## TASK REQUIREMENTS
Your answer must contain each line of the listing in which "ГРИГОРІЯ" appears, copied in full.

---

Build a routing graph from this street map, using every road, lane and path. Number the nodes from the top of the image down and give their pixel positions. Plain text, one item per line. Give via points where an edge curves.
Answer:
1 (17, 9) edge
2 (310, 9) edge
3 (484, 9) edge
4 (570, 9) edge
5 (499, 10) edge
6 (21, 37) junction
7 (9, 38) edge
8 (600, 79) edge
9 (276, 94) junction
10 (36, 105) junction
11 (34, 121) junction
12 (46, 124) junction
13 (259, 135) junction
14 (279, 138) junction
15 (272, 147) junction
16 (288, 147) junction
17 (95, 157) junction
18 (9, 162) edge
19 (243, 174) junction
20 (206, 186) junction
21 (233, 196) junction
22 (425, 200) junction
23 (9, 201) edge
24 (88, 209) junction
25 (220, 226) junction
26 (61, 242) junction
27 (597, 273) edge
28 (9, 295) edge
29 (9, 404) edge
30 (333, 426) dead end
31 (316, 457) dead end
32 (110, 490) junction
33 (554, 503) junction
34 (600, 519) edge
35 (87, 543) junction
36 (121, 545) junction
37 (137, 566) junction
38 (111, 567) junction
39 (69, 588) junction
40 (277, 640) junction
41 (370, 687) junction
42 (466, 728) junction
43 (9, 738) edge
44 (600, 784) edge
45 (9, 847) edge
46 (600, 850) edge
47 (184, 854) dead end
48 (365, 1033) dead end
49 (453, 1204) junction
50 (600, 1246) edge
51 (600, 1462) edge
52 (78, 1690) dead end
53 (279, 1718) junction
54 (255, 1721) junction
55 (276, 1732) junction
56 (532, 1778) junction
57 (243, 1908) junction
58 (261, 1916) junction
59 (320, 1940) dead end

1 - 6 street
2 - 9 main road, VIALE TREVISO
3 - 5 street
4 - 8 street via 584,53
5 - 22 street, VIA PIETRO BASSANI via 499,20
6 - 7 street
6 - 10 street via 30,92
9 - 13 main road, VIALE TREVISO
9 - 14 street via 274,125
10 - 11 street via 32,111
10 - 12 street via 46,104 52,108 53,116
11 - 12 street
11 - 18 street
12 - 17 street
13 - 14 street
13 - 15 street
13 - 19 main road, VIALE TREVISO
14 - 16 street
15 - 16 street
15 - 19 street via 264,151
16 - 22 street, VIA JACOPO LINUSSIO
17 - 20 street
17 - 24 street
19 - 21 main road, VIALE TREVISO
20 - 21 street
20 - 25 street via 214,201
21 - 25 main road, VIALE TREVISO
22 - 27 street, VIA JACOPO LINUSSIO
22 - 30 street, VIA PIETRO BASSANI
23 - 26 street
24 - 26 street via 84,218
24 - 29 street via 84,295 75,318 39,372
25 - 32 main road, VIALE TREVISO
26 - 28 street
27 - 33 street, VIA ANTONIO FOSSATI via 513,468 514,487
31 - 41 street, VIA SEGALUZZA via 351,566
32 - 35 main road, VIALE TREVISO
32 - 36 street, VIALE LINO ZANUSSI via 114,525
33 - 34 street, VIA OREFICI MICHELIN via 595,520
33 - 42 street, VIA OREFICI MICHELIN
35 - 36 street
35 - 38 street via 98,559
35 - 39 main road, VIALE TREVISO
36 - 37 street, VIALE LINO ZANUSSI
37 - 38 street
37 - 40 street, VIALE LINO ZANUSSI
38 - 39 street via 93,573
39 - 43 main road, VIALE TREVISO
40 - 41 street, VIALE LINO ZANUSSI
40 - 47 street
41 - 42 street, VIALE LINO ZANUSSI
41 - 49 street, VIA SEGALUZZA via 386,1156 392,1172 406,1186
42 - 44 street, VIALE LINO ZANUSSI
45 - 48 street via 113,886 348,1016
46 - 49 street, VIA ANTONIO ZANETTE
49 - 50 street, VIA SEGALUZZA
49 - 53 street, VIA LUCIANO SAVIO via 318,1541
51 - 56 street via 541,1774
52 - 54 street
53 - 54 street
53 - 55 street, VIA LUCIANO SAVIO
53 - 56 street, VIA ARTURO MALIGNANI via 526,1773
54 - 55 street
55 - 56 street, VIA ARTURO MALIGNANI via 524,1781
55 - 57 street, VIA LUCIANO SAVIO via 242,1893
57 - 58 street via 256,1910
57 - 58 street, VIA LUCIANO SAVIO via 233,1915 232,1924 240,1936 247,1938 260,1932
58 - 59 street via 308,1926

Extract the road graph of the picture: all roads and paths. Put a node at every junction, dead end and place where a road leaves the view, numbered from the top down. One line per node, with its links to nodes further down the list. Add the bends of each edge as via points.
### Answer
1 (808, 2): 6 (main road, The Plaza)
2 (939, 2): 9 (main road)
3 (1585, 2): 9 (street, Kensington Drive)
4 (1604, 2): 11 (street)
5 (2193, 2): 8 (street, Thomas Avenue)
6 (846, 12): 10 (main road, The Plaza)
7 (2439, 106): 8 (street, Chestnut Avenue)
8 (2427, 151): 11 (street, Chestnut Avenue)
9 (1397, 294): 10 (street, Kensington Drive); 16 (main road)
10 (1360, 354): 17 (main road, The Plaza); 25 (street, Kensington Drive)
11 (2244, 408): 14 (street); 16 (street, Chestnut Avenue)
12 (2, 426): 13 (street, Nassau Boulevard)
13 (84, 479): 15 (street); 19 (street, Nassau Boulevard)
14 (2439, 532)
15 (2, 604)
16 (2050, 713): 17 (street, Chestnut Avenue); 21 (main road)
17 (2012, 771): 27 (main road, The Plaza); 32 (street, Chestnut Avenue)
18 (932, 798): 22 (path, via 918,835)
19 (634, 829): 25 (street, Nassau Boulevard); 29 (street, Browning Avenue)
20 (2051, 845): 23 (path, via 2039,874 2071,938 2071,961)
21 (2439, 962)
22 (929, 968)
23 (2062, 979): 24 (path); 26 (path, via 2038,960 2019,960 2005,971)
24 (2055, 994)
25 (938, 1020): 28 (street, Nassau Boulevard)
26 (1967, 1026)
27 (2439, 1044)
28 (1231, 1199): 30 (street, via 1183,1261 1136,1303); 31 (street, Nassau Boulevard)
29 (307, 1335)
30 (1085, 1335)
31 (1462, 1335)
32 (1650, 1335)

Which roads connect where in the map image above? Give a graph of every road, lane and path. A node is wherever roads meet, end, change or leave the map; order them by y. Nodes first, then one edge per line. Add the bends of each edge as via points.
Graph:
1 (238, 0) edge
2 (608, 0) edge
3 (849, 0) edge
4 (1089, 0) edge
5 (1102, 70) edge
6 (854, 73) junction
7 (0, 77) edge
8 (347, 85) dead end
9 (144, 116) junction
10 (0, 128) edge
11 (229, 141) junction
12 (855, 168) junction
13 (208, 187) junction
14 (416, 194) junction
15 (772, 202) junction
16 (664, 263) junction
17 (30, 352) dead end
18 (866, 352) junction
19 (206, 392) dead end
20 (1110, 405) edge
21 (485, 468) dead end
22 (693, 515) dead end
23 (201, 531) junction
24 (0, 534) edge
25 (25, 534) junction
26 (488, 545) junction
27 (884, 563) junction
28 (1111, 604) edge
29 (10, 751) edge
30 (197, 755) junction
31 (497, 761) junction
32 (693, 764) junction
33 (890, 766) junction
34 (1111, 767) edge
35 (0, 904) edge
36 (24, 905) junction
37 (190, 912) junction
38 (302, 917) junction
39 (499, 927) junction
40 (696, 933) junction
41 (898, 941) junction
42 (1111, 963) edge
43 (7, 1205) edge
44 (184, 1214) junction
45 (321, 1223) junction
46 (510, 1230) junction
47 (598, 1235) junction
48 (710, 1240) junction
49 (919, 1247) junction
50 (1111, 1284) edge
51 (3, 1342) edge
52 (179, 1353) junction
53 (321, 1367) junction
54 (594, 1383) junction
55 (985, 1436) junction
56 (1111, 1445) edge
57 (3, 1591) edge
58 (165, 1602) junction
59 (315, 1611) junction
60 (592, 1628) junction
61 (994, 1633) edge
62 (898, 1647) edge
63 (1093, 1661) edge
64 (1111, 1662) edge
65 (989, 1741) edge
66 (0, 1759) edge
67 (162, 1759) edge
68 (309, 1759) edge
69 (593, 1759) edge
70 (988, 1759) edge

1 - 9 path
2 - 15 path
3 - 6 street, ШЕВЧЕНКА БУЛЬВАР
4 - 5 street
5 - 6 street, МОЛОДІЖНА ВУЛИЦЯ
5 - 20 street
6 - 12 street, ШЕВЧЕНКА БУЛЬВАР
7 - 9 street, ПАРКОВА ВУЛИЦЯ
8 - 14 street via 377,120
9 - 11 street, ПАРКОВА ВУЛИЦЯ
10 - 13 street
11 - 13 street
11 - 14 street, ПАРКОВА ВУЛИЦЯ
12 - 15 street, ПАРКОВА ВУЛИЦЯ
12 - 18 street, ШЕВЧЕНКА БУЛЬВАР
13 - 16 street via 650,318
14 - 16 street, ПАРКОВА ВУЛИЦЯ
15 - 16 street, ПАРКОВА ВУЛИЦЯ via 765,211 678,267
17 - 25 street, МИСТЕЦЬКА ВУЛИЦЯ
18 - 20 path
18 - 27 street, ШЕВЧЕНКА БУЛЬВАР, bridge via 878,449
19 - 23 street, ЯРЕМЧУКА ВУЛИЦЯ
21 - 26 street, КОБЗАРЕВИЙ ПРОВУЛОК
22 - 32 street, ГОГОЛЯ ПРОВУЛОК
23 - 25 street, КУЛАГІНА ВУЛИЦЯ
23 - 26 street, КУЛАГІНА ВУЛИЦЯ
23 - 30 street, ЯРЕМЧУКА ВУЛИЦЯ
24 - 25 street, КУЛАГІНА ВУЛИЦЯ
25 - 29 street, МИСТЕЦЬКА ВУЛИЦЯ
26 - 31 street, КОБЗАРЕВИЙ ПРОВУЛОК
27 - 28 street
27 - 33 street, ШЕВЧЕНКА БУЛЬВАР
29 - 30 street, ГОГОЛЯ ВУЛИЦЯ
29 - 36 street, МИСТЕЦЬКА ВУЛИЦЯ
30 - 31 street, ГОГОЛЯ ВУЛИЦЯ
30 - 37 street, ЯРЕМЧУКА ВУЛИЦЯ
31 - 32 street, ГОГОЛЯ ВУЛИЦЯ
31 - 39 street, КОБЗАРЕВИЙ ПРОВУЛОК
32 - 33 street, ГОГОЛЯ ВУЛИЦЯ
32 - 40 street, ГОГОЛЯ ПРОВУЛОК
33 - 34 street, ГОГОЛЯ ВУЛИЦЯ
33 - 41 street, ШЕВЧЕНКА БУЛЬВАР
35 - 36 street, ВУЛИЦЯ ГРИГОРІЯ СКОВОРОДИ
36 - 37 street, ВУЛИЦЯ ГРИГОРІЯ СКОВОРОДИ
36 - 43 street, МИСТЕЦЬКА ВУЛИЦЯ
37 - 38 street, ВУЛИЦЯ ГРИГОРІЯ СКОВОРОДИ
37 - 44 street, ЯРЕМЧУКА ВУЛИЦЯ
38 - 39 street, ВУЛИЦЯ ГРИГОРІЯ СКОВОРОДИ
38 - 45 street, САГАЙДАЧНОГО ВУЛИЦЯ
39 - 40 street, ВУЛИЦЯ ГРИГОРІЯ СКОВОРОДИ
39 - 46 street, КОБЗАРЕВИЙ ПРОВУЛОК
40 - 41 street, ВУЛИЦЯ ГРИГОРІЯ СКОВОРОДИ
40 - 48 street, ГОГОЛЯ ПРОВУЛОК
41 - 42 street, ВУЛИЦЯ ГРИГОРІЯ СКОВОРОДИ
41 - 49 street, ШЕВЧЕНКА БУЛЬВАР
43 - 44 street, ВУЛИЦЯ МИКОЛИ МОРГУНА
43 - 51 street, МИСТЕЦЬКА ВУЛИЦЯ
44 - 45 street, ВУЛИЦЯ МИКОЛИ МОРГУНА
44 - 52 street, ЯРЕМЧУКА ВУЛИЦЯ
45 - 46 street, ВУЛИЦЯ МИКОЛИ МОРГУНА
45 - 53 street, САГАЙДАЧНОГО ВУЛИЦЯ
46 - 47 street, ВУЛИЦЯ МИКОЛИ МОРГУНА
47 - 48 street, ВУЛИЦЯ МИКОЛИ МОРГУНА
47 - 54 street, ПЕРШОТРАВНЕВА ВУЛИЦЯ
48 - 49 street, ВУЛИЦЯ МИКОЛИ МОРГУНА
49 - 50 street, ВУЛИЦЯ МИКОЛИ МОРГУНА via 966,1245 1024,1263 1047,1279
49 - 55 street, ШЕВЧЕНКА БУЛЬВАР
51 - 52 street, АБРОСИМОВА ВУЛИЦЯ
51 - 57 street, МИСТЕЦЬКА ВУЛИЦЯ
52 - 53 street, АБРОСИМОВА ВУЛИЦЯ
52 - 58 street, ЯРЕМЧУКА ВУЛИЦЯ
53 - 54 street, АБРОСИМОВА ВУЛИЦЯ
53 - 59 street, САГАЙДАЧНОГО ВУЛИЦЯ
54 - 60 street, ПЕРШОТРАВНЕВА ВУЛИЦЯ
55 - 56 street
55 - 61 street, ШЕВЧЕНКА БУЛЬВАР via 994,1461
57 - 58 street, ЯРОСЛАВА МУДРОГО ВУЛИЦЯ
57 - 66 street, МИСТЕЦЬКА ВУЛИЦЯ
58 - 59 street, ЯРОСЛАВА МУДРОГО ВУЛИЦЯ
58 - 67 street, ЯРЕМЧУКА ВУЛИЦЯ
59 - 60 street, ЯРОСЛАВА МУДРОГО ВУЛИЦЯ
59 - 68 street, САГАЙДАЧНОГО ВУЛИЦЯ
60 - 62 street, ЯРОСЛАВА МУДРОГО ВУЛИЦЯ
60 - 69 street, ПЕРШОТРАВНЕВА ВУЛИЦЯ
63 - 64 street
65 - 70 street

---

## ANSWER
35 - 36 street, ВУЛИЦЯ ГРИГОРІЯ СКОВОРОДИ
36 - 37 street, ВУЛИЦЯ ГРИГОРІЯ СКОВОРОДИ
37 - 38 street, ВУЛИЦЯ ГРИГОРІЯ СКОВОРОДИ
38 - 39 street, ВУЛИЦЯ ГРИГОРІЯ СКОВОРОДИ
39 - 40 street, ВУЛИЦЯ ГРИГОРІЯ СКОВОРОДИ
40 - 41 street, ВУЛИЦЯ ГРИГОРІЯ СКОВОРОДИ
41 - 42 street, ВУЛИЦЯ ГРИГОРІЯ СКОВОРОДИ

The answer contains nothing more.